Porém, o roteiro de Stephan Streker sutilmente demonstra que os problemas retratados no filme não são simplesmente resolvidos escolhendo um lado. Afinal de contas, poderíamos lhe dar o rótulo de conservador e intolerante pelos acontecimentos nus e crus da história (que não poderei falar aqui e arriscar sua ótima e permanente tensão), mas ao mesmo tempo seria fácil entendê-lo como um estudo de cultura e como nunca nascemos livre de preconceitos onde quer que nasçamos, em uma ótica tipicamente liberal-americana. Felizmente nenhum dos dois rótulos seria completo, e acompanhamos livre das tensões políticas e sociais que soariam bobas e melodramáticas para um tema tão caro.

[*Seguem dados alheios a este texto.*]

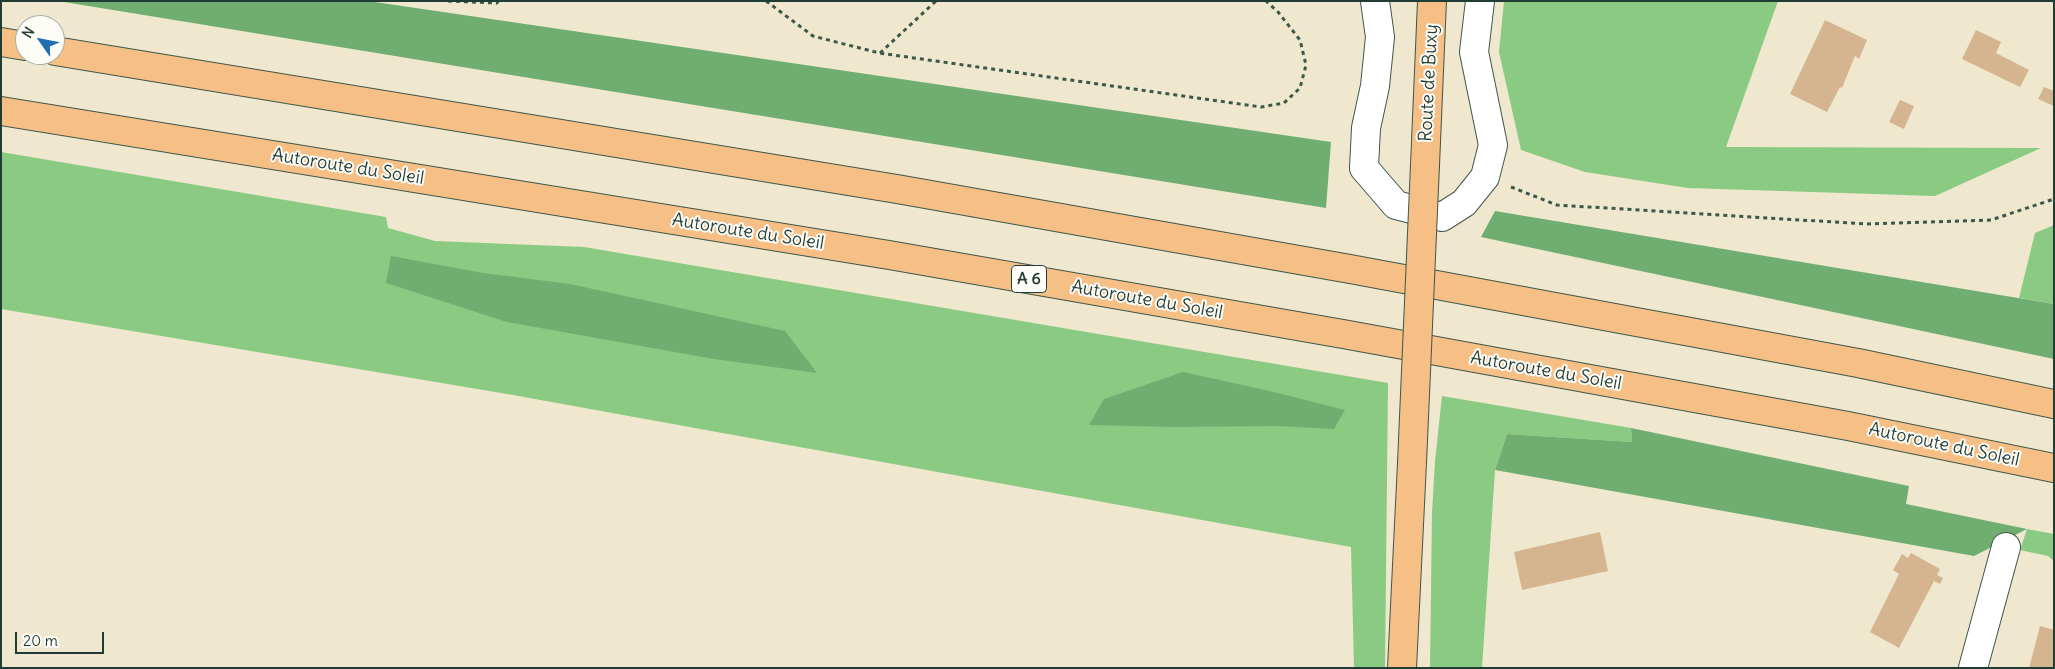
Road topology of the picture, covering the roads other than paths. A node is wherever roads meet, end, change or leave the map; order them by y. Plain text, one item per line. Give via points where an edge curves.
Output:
1 (1375, 1) edge
2 (1432, 1) edge
3 (1480, 1) edge
4 (1, 42) edge
5 (15, 44) edge
6 (65, 53) edge
7 (1, 110) edge
8 (2054, 404) edge
9 (2054, 468) edge
10 (2006, 547) dead end
11 (1402, 668) edge
12 (1973, 668) edge

1 - 3 street via 1380,37 1375,86 1366,128 1364,168 1396,204 1442,217 1464,203 1485,177 1493,145 1474,52
2 - 11 main road, Route de Buxy, bridge
4 - 5 main road
6 - 8 main road via 897,189 1350,269 1858,363
7 - 9 main road, Autoroute du Soleil / A 6 via 889,255 1334,332 1848,426
10 - 12 street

A Garota Ocidental Crítica

Também diretor, Streker escolhe sabiamente quase não incluir trilha sonora, o que beneficia o realismo, mas o que irá lhe trazer as melhores memórias do filme é a proximidade da câmera nos rostos dos personagens principais, Zahira e seu irmão, criando intimidade e cumplicidade, ainda que nunca os vejamos de frente, o que revela os sentimentos escondidos dos dois. Enquanto isso, o distanciamento físico do pai, sempre atrás da mesa de jantar ou do balcão de sua lojinha, e o distanciamento emocional da mãe, que vê uma jóia da família mais valiosa que a felicidade da filha, são os contrapontos de um filme difícil de se decifrar pelos seus símbolos, ainda que tenhamos farto tempo para isso.

Algumas situações são icônicas, como Zahira e seu namorado, deitados em sentidos opostos na cama, simbolizando dois mundos que se encontraram por acaso no movimento de rotação das pessoas pelo planeta, mas que continuam separados por forças além das que conseguem lutar. O resultado é que enquanto alguns têm coragem de sair de seu país e buscar oportunidades, para outros a verdadeira coragem está em ficar onde se nasceu.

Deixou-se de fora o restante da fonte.